As I dwell on abstract topics such as “empathy,” “handshakes,” or “silence,” I don’t want, ever, to be pedantic; nor do I want simply to catalog meanings. I hope to appear humanly baffled and curious, to model my reading and test what literate experience amounts to. My references or associations are drawn from teaching, but I’m also led to recent writers who have something new to teach me. Discovering controversial studies such as Against Empathy: the case for rational compassion or The Better Angels of Our Nature in my net research, I was obliged to digest them. I wanted to be as well informed as possible, not merely vatic and instinctive, although ideas flow for me as mysteriously as color, shape, and sound. There are also what I know on my pulses (and don’t know that I know); touches of memoir and personal examples, folk sayings and platitudes. Where I succeed, the reader will think along with her own associations, experiences and examples; perhaps enjoy the mind play. But then the challenge is concluding. Here it’s with the awareness of my “empathy deficit,” my lack—to some degree defensible, but mostly not—and with my concern for new generations lacking this capacity at all: the specter of a cold, narcissistic and survivalist culture, one that many of us see in the rule of Trump.
William Logan on “Morning, Redux” and “Drift Road”
During the late fifties, I lived in a small Massachusetts fishing village where in first and second grade I went to a two-room schoolhouse. A classmate of mine, who lived behind the school, traded some of his plastic World War II soldiers for the earlier World War I soldiers (less cool, more valuable) I’d been given. My parents reversed the trade. The poem is patchy with recollection, like most memories at five or six.

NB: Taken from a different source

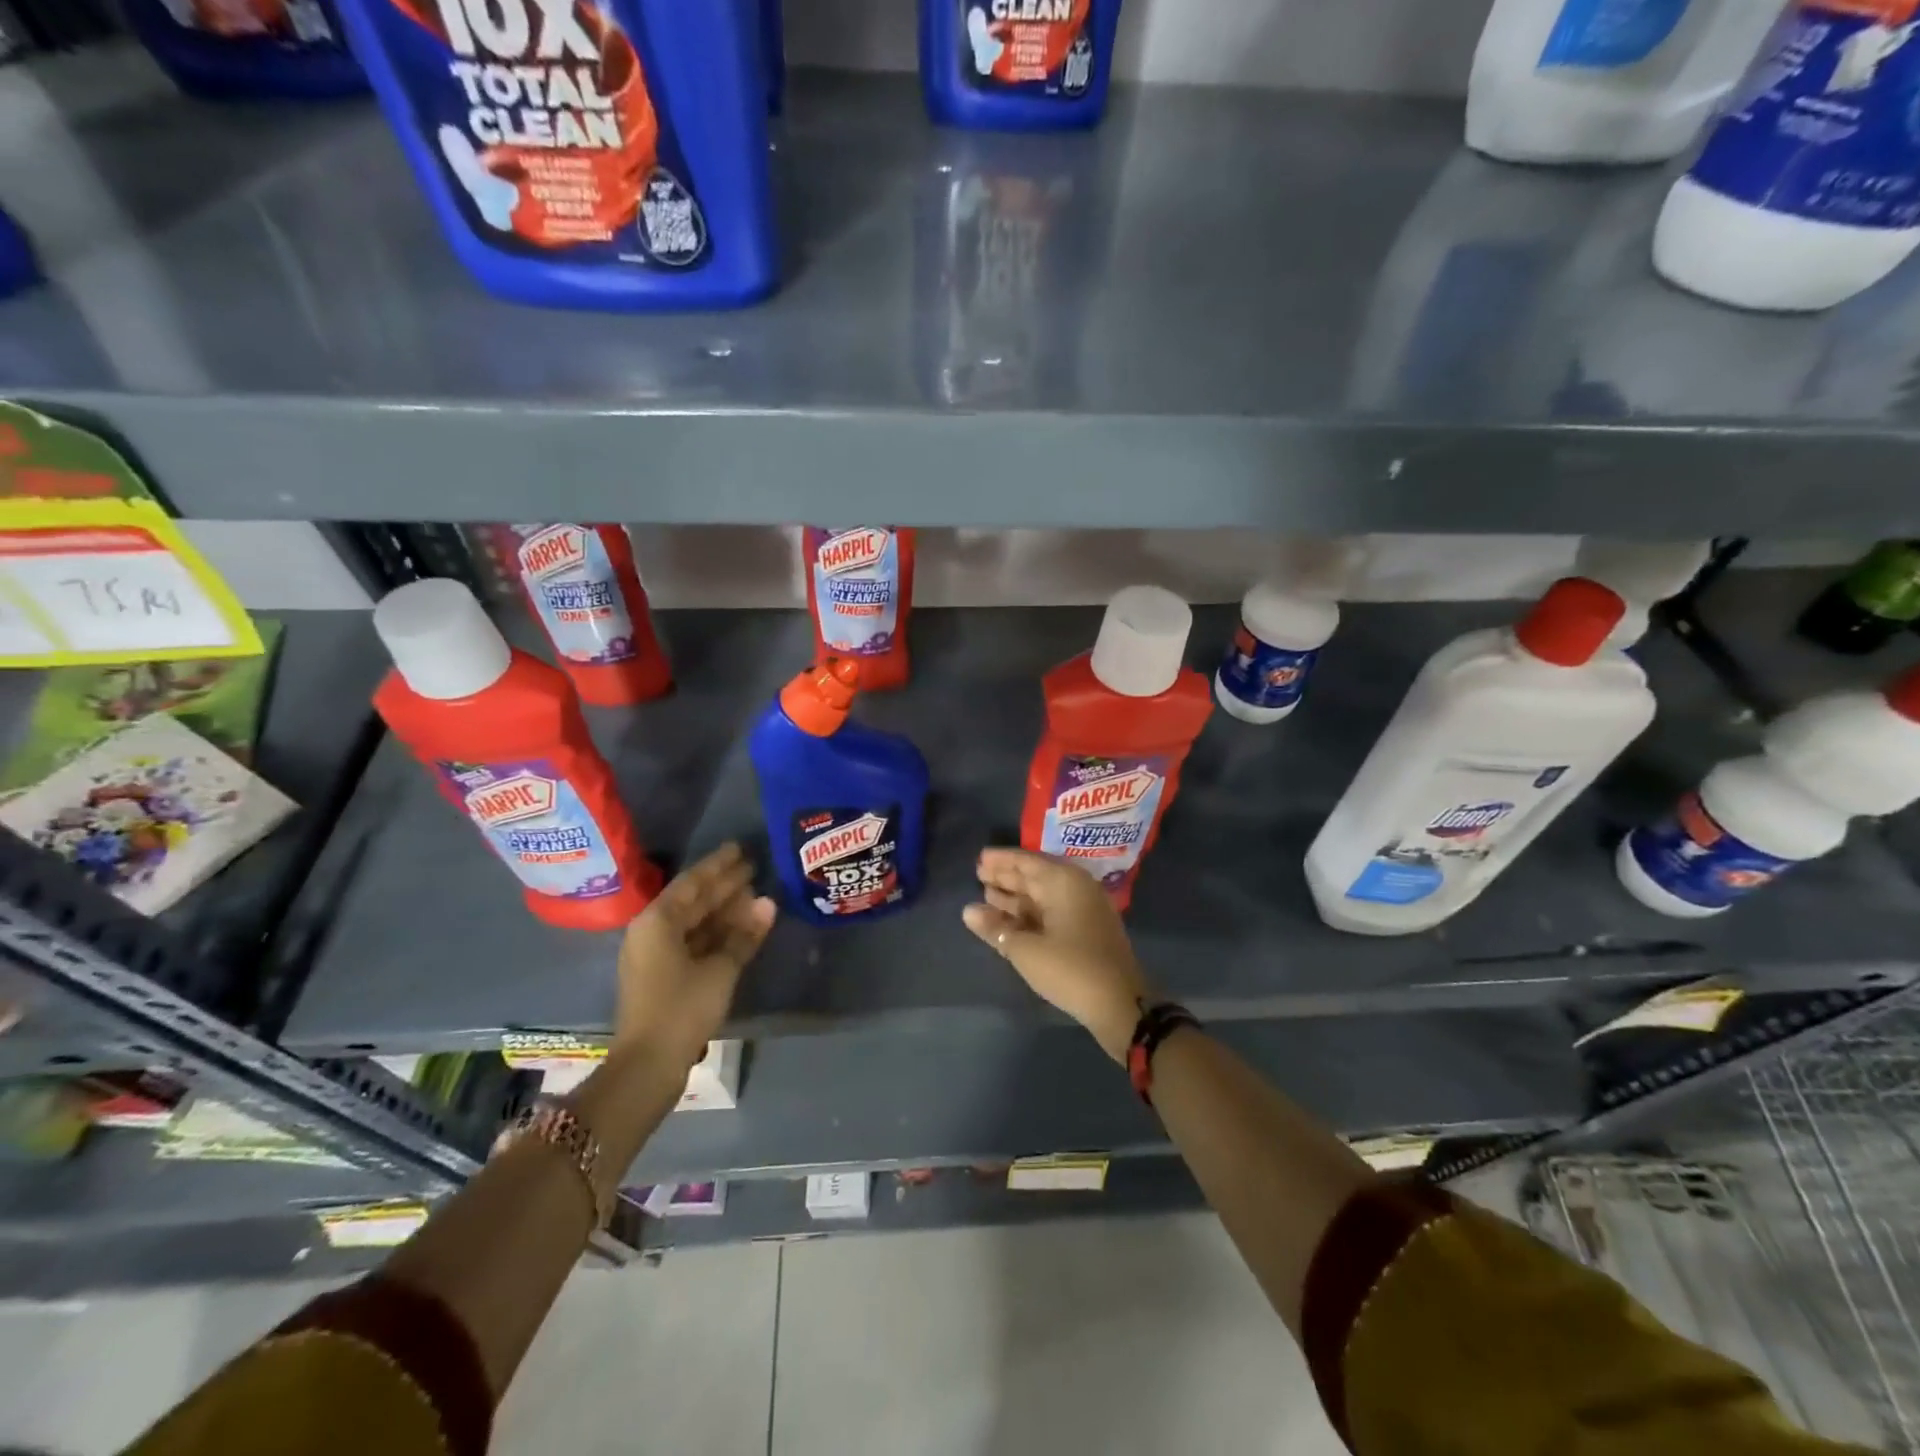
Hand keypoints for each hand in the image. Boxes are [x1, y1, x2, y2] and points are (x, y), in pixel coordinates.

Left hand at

Annette Barnes on IT’S A CLASS THING
One can’t but notice how people are judged in the place where one lives.
Stuart Friebert on BORN ON
I knew for many a year that Neruda & I shared the same birthday, but not until by chance did I learn recently that Stefan George also did. Did a dam break behind which I’d laked a lot of difficult, early circumstances from a Life in German, which I had to divorce from to avoid being crazier than I normally am…
Mark Jarman on “This Is the Day the Lord Has Made”
The poem responds to Psalm 118: 24, which in the KJV reads “This is the day which the Lord hath made; we will rejoice and be glad in it.” If the poem has an argument it may be that since the Lord has made the day, the Lord has made time itself, made numbers, and measurements. And yet isn’t there some mutuality with the human mind? Aren’t numbers and measurements human constructions? Meanwhile, to paraphrase Philip Larkin, the day is where we live. It is tricky to deconstruct or unmake that gift. My poem is one of a series I’m calling Cracked Hymns.